MTSS Practice MTSS Infrastructure

    Meetings are meant to be an engine of productivity in the workplace, but let’s face it—you must have been in one of these meeting situations at least once:

    • Wondering why you are in a particular meeting and checking your inbox or doing work while checked out entirely from the conversation
    • Struggling to keep your eyes open as the conversation droned on and on in the room about something so unrelated to your work
    • Found yourself stuck in a meeting where it wasn’t clear what was being decided
    • The meeting gets off on a side tangent, and you spend the entire time talking about something that doesn’t move the work forward
    •  You have something to say but are unsure whether it’s the right time or place
    • All of the above

    Meetings constitute a large part of our work and an essential part of the work of educators as they come together to make decisions that in most cases impact students’ life and future.
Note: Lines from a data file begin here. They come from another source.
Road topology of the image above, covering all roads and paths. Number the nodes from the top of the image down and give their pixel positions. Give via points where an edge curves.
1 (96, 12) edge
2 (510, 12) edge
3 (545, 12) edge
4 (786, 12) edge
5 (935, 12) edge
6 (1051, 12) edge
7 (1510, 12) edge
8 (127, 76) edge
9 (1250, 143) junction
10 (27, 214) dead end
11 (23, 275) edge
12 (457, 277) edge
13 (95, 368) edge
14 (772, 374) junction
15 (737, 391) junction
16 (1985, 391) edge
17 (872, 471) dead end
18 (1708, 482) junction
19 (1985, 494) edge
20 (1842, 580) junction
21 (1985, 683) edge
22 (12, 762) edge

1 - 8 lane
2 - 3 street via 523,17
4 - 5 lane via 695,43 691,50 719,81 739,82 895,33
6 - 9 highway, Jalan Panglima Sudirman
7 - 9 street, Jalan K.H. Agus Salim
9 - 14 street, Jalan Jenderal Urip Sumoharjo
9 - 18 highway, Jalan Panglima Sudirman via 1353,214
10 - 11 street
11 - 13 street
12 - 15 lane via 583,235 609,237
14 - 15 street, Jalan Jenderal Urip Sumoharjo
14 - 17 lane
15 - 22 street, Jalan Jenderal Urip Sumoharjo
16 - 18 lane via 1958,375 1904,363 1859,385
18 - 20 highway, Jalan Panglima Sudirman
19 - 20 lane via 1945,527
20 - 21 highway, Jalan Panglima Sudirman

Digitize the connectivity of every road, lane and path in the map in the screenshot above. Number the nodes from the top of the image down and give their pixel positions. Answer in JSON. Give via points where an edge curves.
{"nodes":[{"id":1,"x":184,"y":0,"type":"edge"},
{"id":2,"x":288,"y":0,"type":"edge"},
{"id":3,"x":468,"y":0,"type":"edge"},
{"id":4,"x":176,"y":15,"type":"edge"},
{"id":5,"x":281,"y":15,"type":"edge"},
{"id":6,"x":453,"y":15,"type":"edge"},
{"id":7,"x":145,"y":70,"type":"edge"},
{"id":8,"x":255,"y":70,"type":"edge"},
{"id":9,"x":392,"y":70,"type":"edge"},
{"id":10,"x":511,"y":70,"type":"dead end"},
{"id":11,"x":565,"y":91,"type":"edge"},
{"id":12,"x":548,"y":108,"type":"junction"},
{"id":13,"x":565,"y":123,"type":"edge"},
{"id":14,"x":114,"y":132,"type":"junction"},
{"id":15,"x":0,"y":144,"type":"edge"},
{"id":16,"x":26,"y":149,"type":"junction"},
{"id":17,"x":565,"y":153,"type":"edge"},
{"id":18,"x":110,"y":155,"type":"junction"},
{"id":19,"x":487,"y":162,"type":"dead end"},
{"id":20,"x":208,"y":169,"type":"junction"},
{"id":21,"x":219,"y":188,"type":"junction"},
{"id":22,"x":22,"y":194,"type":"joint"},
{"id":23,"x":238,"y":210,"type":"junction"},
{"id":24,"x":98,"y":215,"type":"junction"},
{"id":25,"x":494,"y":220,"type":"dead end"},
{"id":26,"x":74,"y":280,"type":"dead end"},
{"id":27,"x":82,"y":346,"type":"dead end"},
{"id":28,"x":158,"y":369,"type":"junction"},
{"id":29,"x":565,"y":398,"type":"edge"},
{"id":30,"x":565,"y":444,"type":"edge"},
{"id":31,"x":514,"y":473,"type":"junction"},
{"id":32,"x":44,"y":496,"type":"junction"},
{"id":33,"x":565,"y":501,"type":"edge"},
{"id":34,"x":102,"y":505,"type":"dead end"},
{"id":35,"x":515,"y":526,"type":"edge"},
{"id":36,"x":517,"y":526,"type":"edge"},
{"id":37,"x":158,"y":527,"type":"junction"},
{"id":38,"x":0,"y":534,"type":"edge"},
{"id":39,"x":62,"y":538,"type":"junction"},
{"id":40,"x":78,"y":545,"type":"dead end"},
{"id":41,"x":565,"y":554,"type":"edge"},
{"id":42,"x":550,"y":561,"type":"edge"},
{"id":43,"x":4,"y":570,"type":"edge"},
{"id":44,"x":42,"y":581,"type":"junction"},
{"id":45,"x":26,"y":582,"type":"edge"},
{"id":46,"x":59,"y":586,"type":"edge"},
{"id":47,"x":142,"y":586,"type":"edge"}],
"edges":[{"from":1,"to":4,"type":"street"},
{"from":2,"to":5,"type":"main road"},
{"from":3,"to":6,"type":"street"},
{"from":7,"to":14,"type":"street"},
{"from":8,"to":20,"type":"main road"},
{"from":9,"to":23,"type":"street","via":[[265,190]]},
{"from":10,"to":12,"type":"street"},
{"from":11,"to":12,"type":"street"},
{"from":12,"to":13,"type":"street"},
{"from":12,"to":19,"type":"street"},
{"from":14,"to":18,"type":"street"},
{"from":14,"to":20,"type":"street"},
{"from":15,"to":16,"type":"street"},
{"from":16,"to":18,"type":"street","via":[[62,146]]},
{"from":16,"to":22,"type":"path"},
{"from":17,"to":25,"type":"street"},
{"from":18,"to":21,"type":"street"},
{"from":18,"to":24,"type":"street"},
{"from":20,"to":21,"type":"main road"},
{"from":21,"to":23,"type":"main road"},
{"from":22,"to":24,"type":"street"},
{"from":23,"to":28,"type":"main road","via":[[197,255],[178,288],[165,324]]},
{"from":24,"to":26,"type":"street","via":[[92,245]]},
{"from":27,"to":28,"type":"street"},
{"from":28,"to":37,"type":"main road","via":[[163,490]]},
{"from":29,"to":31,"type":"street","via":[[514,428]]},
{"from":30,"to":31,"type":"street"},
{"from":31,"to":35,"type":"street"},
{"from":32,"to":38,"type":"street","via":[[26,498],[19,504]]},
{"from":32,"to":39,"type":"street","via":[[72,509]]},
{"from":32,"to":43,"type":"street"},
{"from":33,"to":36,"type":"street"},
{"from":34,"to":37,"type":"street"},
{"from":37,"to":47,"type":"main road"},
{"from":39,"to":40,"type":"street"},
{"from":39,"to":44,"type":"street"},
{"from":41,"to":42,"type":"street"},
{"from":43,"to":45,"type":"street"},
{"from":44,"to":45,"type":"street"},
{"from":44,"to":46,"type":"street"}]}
And to be honest and realistic, nobody wants to sit in boring, unproductive, and poorly facilitated meetings—your time as a professional and, most notably, as an educator is way too valuable for that! 

    Meetings Facts

    While there isn’t a standardized way to count this, this estimate is based upon some data and extrapolation, and these statistics are staggering:

    • In the US alone, approximately 55 million meetings happen every single day
    • If you’re a manager, on average, you’re probably meeting 12 times/week
    • If you’re an individual contributor, on average, you’re probably meeting eight times/week
    Source: Lucimeetings

    School and district teams need to take a systematic approach to run team meetings as in the business world.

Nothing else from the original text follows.